Techie Brits are fascinated by the psychology of Israeli innovators. It is not only their openness to failure and their risk-taking, but also their excitability when they identify a niche that is not filled and rush to find a solution, their chutzpah in thinking that even small start-ups can compete alongside huge multinationals, and the determination to prove doubters wrong.

Brits who dig a little deeper often hear a bit of history: how, for centuries, many of their ancestors were excluded from numerous professions because they were Jews, and now Israelis feel that the world is their oyster - to be explored from their own country.

The most counter-intuitive part of the story is that Israelis have turned their state's smallness into an advantage.
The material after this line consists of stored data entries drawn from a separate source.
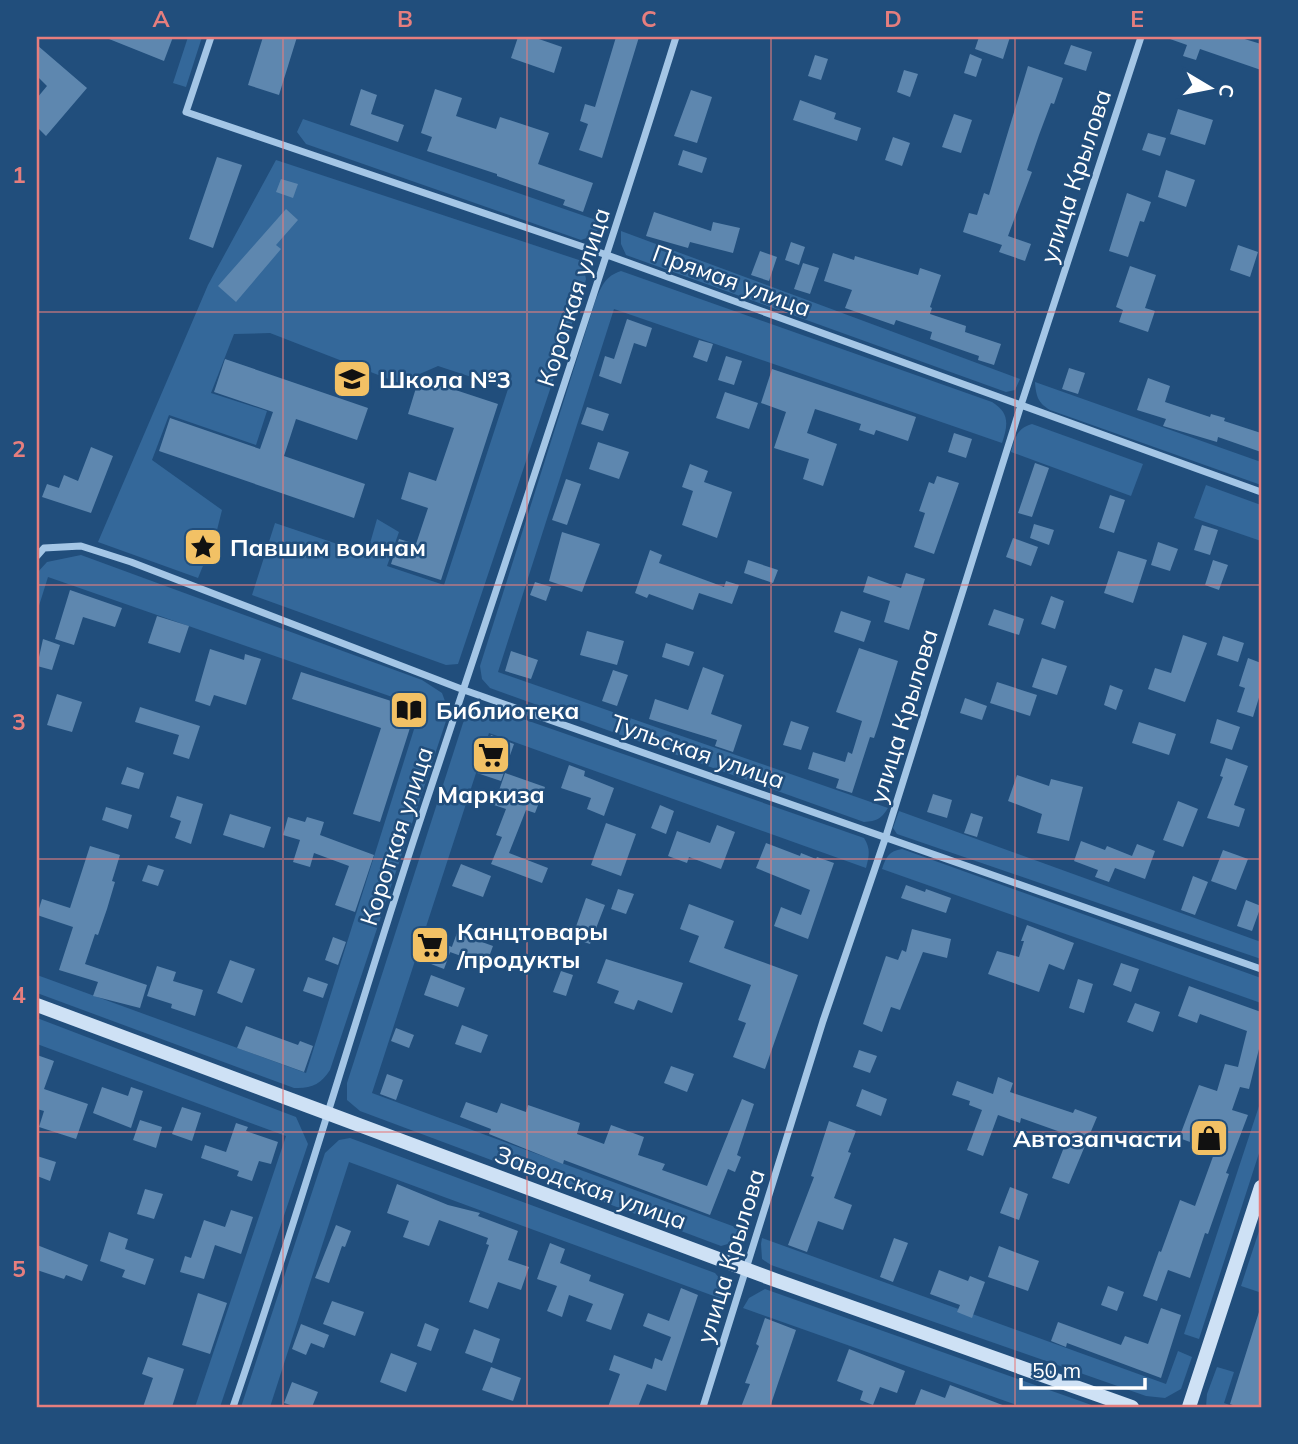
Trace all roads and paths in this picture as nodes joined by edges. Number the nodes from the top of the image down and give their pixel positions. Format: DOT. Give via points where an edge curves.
graph roads {
  1 [pos="211,37"];
  2 [pos="676,37"];
  3 [pos="1141,37"];
  4 [pos="607,255"];
  5 [pos="1021,405"];
  6 [pos="1261,492"];
  7 [pos="37,556"];
  8 [pos="464,690"];
  9 [pos="886,836"];
  10 [pos="1261,969"];
  11 [pos="37,1004"];
  12 [pos="328,1113"];
  13 [pos="1261,1188"];
  14 [pos="746,1268"];
  15 [pos="233,1407"];
  16 [pos="703,1407"];
  17 [pos="1132,1407"];
  18 [pos="1189,1407"];
  1 -- 4 [label="street, Прямая улица" via="187,113"];
  2 -- 4 [label="street, Короткая улица"];
  3 -- 5 [label="street, улица Крылова"];
  4 -- 5 [label="street, Прямая улица"];
  4 -- 8 [label="street, Короткая улица"];
  5 -- 6 [label="street, Прямая улица"];
  5 -- 9 [label="street, улица Крылова"];
  7 -- 8 [label="street, Тульская улица" via="44,548 80,546 131,562"];
  8 -- 9 [label="street, Тульская улица"];
  8 -- 12 [label="street, Короткая улица"];
  9 -- 10 [label="street, Тульская улица"];
  9 -- 14 [label="street, улица Крылова"];
  11 -- 12 [label="main road, Заводская улица"];
  12 -- 14 [label="main road, Заводская улица"];
  12 -- 15 [label="street, Короткая улица"];
  13 -- 18 [label="main road"];
  14 -- 16 [label="street, улица Крылова"];
  14 -- 17 [label="main road, Заводская улица"];
}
Roni Einav, the first Israeli to make a huge exit - and, he proudly states, initiator of at least six ventures that completely flopped - recalls how global his most successful company was from the start.

When he sold his New Dimension Software to Texas-based BMC Software in 1999 for $675 million, only one per cent of its customers were in Israel. "If you are an Englishman you feel that the local scene is big enough to create business that is large, while Israel is just so small that it's clear that you have to be global, or at least across Europe," he says.

Like many in his field, Einav, whose book on Israeli hi-tech has been translated from Hebrew into English, Korean, Polish, Portuguese, Chinese, and Arabic, says that it has gained greatly from the effect of compulsory army service - the technology training it gives youngsters, the decision-making it teaches and the responsibility it inculcates.

Marcel Shaton, one of Israel's top civil servants dealing with Israel-Europe research and development connections, feels that aversion to risk as "irresponsible" is deeply engrained in the culture in Britain and other parts of Europe.

But if you cannot quickly cause British caution to evaporate, shrink the country, or reintroduce conscription, can Israeli tech traits still be transplanted?

The state and universities can find creative ways to give opportunities to students to throw caution to the wind in the knowledge that, if they fail, the damage will be limited, suggests Mr Shaton.

Mr Einav thinks that Brits should focus on army service - not the military experience itself but rather how it takes the best and the brightest and primes them for innovation.

"If you can find a way to select 1,000 or 2,000 British people out of university and, even if they are only 22 to 25, give them important positions and listen to them, maybe after a few years they can be as good as the people that Start-up Nation is talking about."

Dr Golany is more sceptical about opportunities for Britain to emulate Israel, saying that many of the circumstances of his country's success are "very specifically Israeli."

However, he does have one concrete suggestion, albeit one that would put the cat among the pigeons in the UK.

Dr Golany thinks that Israel's hi-tech success stems in part from its diverse immigrant population, and recommends that Britain should become more welcoming to foreign students staying after their degrees, working and opening companies in the UK.

Rather than being viewed as a threat, Dr Golany says, Brits should consider that they "may really help the British economy."